The controversy over the war has led to more agonizing on the part of members of Congress than any other issue in memory. Now that the war has evolved into something far different from what Congress authorized in 2002, the issue of how to wind it down, and the human and financial costs of continuing it, present difficult political problems for each party. Those with safe seats need not worry for themselves, but all members of Congress face another battle for control of both houses, as well as the forthcoming presidential election; so they are concerned about the future of their parties as well as their own seats. The Republicans are just beginning to overcome their shell shock at losing their majority in 2006, and many are pessimistic about 2008.

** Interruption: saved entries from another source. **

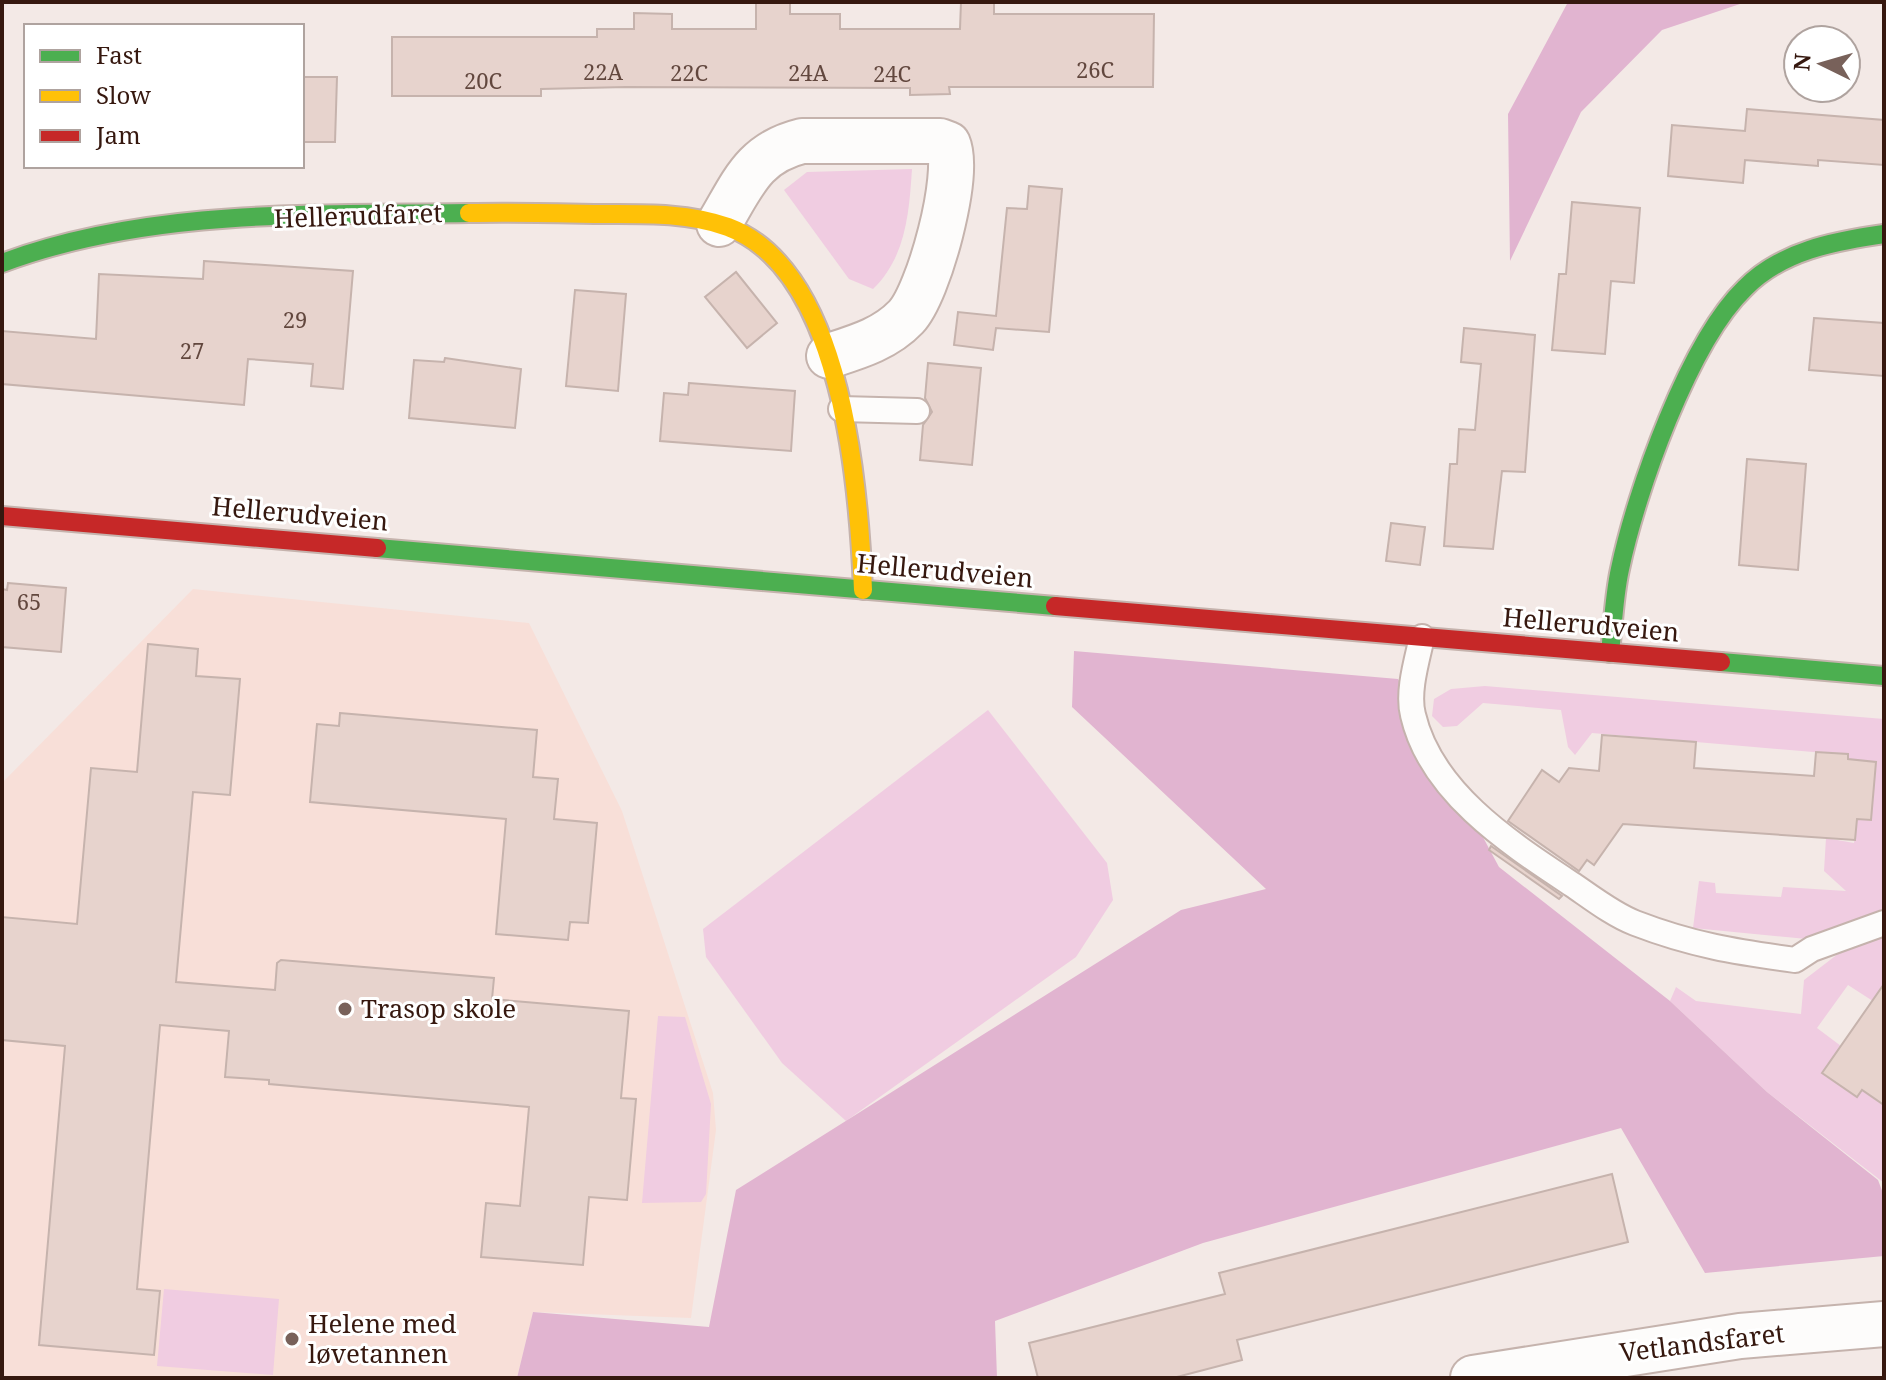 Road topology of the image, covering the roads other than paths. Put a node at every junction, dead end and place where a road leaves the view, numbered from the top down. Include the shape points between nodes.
1 (719, 224) junction
2 (1884, 234) edge
3 (2, 263) edge
4 (829, 356) junction
5 (841, 409) junction
6 (917, 411) dead end
7 (2, 516) edge
8 (863, 590) junction
9 (1422, 637) junction
10 (1610, 653) junction
11 (1884, 676) edge
12 (1884, 923) edge
13 (1884, 1324) edge
14 (1473, 1378) edge

1 - 3 main road, Hellerudfaret via 649,216 486,211 189,222 111,231 37,248
1 - 4 main road, Hellerudfaret via 770,255 803,296
1 - 4 street via 766,154 781,146 802,141 948,144 951,173 918,301 906,318 872,343
2 - 10 main road via 1824,243 1778,262 1743,288 1728,307 1675,410 1654,464 1623,557
4 - 5 main road, Hellerudfaret
5 - 6 lane
5 - 8 main road, Hellerudfaret via 862,533
7 - 8 main road, Hellerudveien
8 - 9 main road, Hellerudveien
9 - 10 main road, Hellerudveien
9 - 12 lane via 1412,712 1437,769 1499,832 1597,901 1632,922 1711,949 1795,960
10 - 11 main road, Hellerudveien
13 - 14 street, Vetlandsfaret via 1740,1336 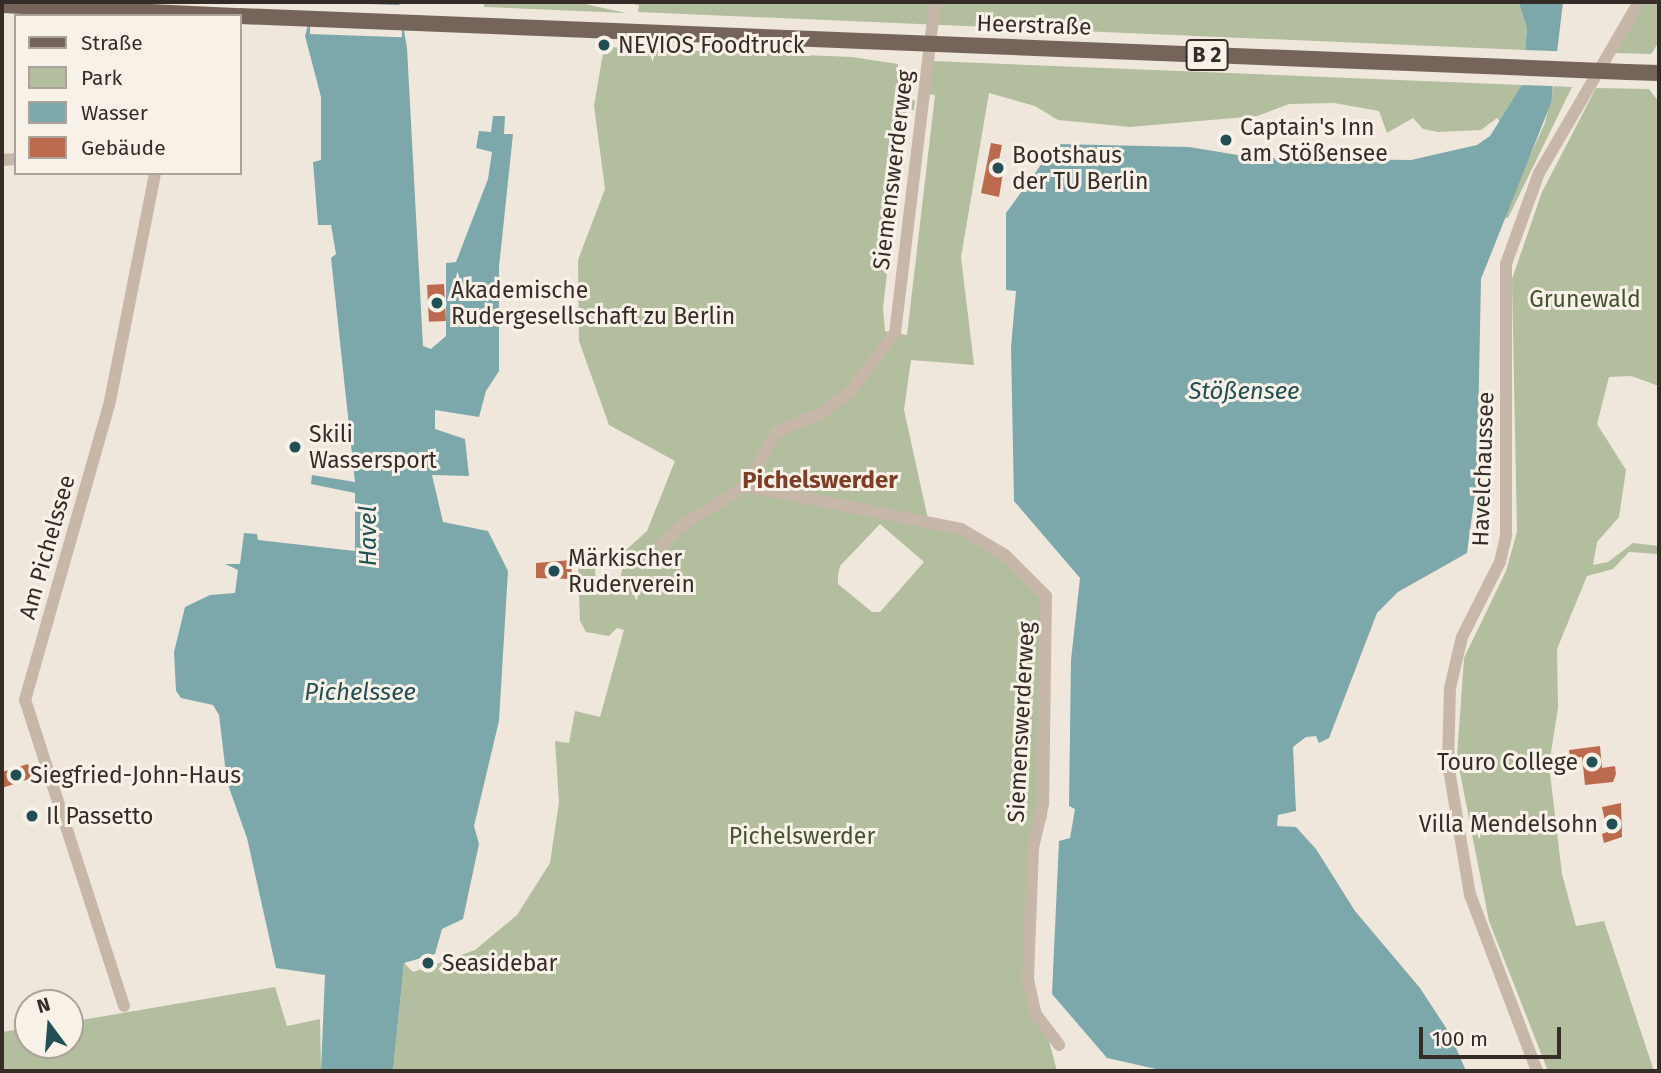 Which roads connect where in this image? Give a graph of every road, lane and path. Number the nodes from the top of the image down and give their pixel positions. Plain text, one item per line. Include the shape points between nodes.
1 (935, 2) edge
2 (1639, 2) edge
3 (2, 5) edge
4 (146, 10) edge
5 (168, 14) edge
6 (242, 16) edge
7 (930, 43) junction
8 (1659, 73) edge
9 (152, 175) edge
10 (746, 486) junction
11 (662, 544) dead end
12 (124, 1006) dead end
13 (1059, 1045) dead end
14 (1537, 1071) edge

1 - 7 street, Siemenswerderweg
2 - 14 street, Havelchaussee via 1545,162 1506,264 1506,535 1500,562 1462,637 1450,688 1448,763 1470,895
3 - 4 main road, Heerstraße / B 2
4 - 5 main road, Heerstraße / B 2
6 - 7 main road, Heerstraße / B 2
7 - 8 main road, Heerstraße / B 2, bridge
7 - 10 street, Siemenswerderweg via 895,333 849,393 820,414 775,432
9 - 12 street, Am Pichelssee via 109,406 25,700
10 - 11 street via 681,526
10 - 13 street, Siemenswerderweg via 961,529 1005,555 1046,596 1043,804 1033,848 1028,979 1035,1013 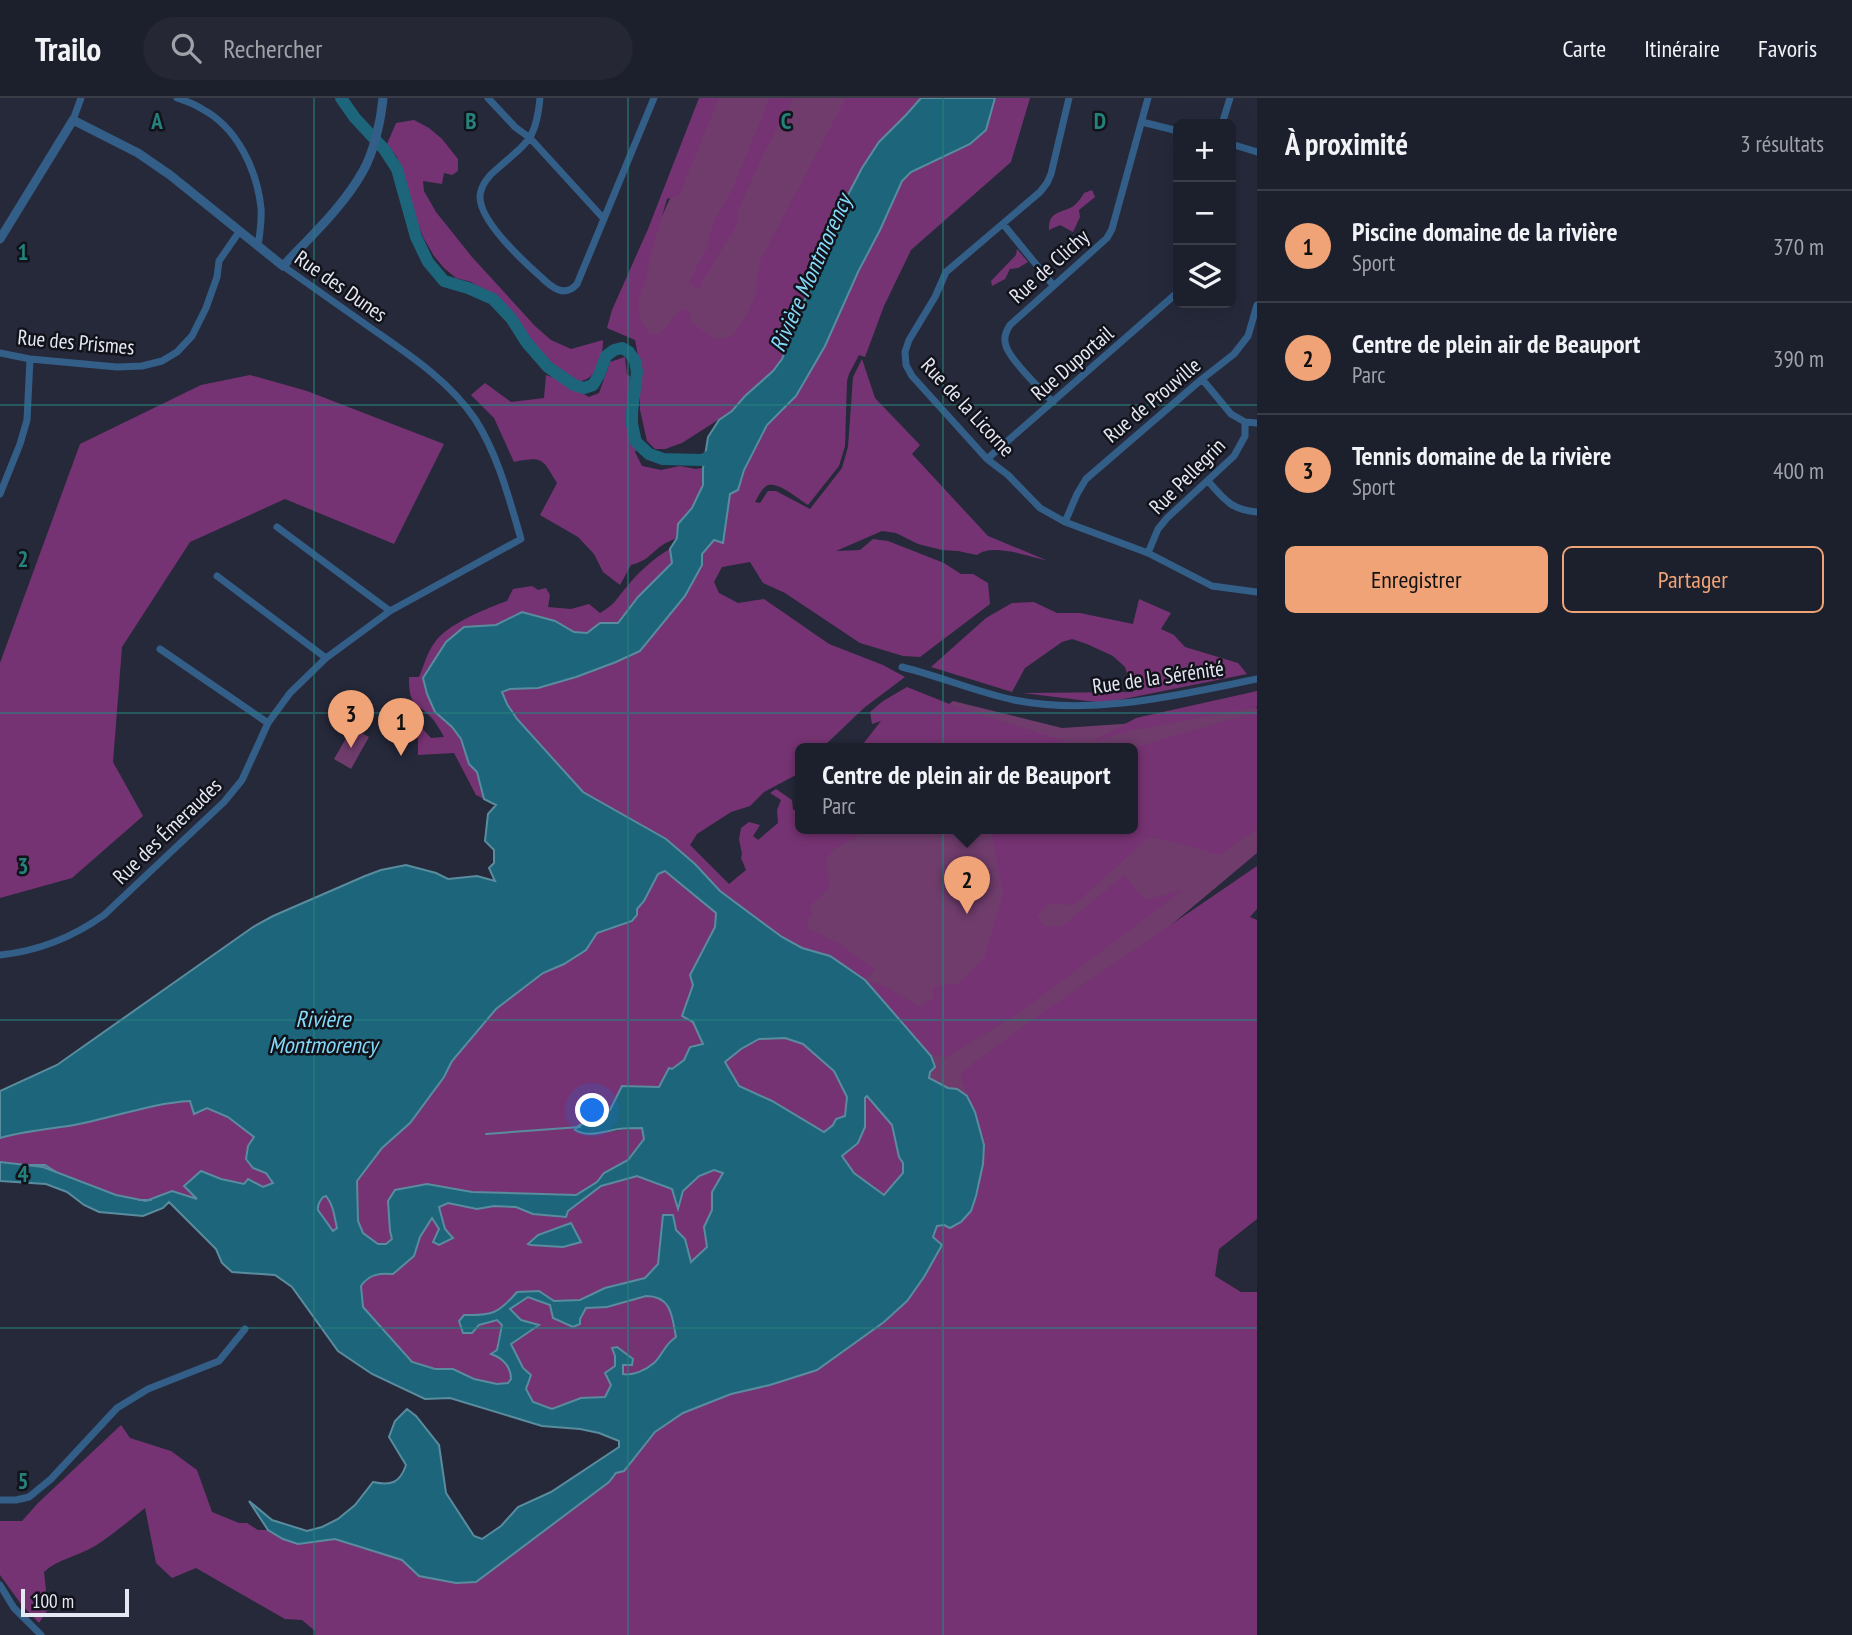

Following the outcome of last year's election, a clash between Bush and the Democratic Congress over the war— and over other issues as well—was inevitable. Members of Congress—in both parties—have also begun to act on their resentment at the White House for treating them throughout Bush's presidency largely as a nuisance that can be ignored. The administration's firing of eight US attorneys (in some instances apparently to affect the cases they were handling) and its misleading and inept handling of the issue served to further drain the remaining enthusiasm of already unhappy Republicans for supporting the President's policies in general, and particularly for defending the administration's blunders. That these events coincided with Congress's consideration of the White House's request for supplemental funding for the war was not helpful to the President.
While the Democratic-led Congress has been conducting oversight hearings —for the first time in Bush's presidency —intended to scrutinize the executive branch and has also passed a number of bills, nothing has consumed it remotely as much as the war. Shortly after the November election, the Democratic leaders of the Senate and the House decided to push for a series of votes on the war in the next Congress. The idea was to respond to the electorate and also to put the Republicans on the defensive—especially the moderates —so that eventually enough of them would vote with the Democrats to get a majority to force a change in Bush's Iraq policy. The complication for the Democrats is that they want to bring an end to the war in Iraq without being held responsible for how it ends. A key Democratic strategist told me, "We don't want to own this war. It's Bush's war, and we want him to keep owning it."